A 47-year-old who wears purple lipstick and orange-reddish highlights in her dark hair that she wears in a bob haircut smiles when she talks about going on outings like hiking in southern Illinois with her husband or tending to her garden that this year yielded crops like collard greens, wax beans, jalapeno peppers and squash.
But her rounded face clouded with pain and eyes started to mist when talking about being HIV positive.
Jackie has been positive since 2004 but has not shared her status with her children, who are 26, 22 and 18 years old.
Sometimes she raises the topic in a general way with her friends, but their response discourages her from revealing her status to them. “They might not be as friendly,” she says. “I don’t know if they’ll go spreading [the news].”
And even those who share with others say they have their limits.

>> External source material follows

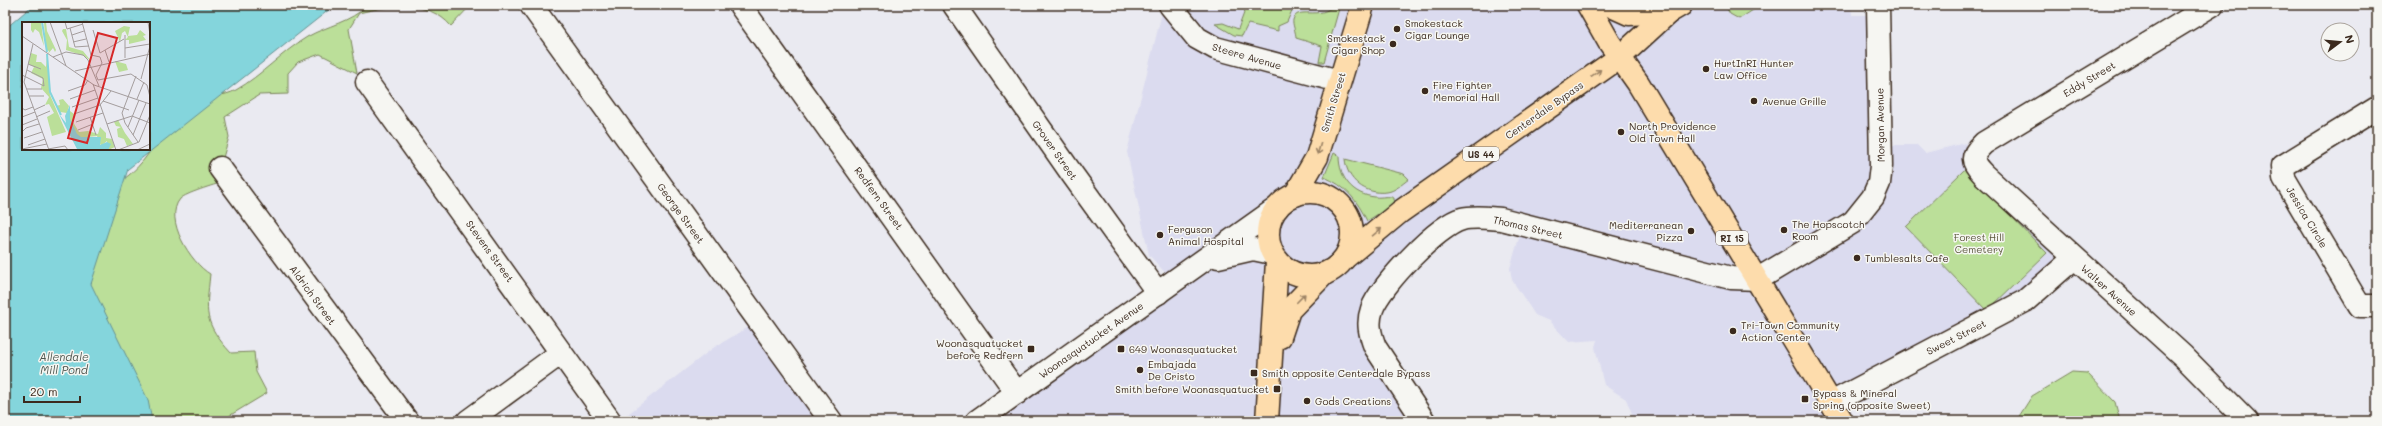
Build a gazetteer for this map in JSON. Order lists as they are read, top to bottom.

Marcus, a lively 23-year-old with a black Yankees hat tipped to the side atop a bright red bandana, is a Hazel Crest native who says he contracted the virus from the first man he had slept with.
When he first came to the Ford Heights clinic, his T-cell count had been so low he was classified as having AIDS. The team helped nurse Marcus back to health and swung into action again when he went off his medicine and his lips swelled up like pillows.
Now back on his medications, Marcus has a new problem. The house where he lives with his mother, stepfather and two younger siblings has had the gas and water turned off.
Marcus needs to take medication daily with food and water and fears that the strategy he had developed of going across the street to a friend’s house would eventually lead to his being discovered, and, ultimately, to word of his status being spread around the community.
Marcus says he has told a few people about being positive but isn’t looking to expand that number.
“Of the people I kick it with, the information I have is too mature for them to understand,” he says. “Otherwise, they’re going to take it and run with it.”
But not all people feel that way.
Stacey Traylor, who works at the clinic as a peer educator, is also a patient. The slender mother of three with an easy smile contracted the virus from a man she saw briefly while separated from her husband in 2005.
Far from keeping quiet about her status, though, the vivacious Traylor said she talks openly about being positive.
She does so in part because she believes her physical vitality contradicts stereotypes of people who are HIV-positive: visibly sick and incapacitated.
“It’s not just about me,” said Traylor, who is studying to be a nurse. “[I like to] be out there and let people know that it could be anybody.”
On that October Friday at the Ford Heights clinic, that person could have been Jay.
While talking with Taylor, Jay stayed calm as he shared his knowledge of HIV and AIDS, as he explained that he knew he would always have to wear a condom for future sexual activity.
Jay talked about other subjects, too: How he wanted his son to show discipline and desire in his life and how he hoped his son would return to college. He talked and talked as the minutes crept by.
Jay’s voice stayed steady as he spoke, but he kneaded his thick thumbs more and more vigorously.
Twenty minutes. Then came 30, and then 40.
The results were ready, but Taylor kept listening. “He never had an outlet to express how he really felt,” he said later. “His wife had been that outlet. I was just allowing him to spew everything he wanted to discuss.
“That was paramount that we give him the time to discuss all the questions he had because they were weighing on his mind,” he said.
Finally, Jay had no more questions. Taylor gave him the result.
Negative.
Jay exhaled, shook his head and looked toward the ceiling.
Relief coursed through his body, relief at the result–”and relief that his desire to know the truth had outweighed his fear of the virus that had led to his wife’s death.
“He should have come in a long time ago. It took his wife’s death to motivate him,” Taylor said. “He was happy because he could finally close that chapter of not knowing.”
After Jay left, Taylor did not stop to rest or reflect. Instead, he turned to the paperwork from Jay’s visit before finalizing the details for an upcoming support group meeting and working on a monthly newsletter. There were other patients to see, and representatives from a drug company were presenting at lunch time.
“We always have a lot to do,” he said.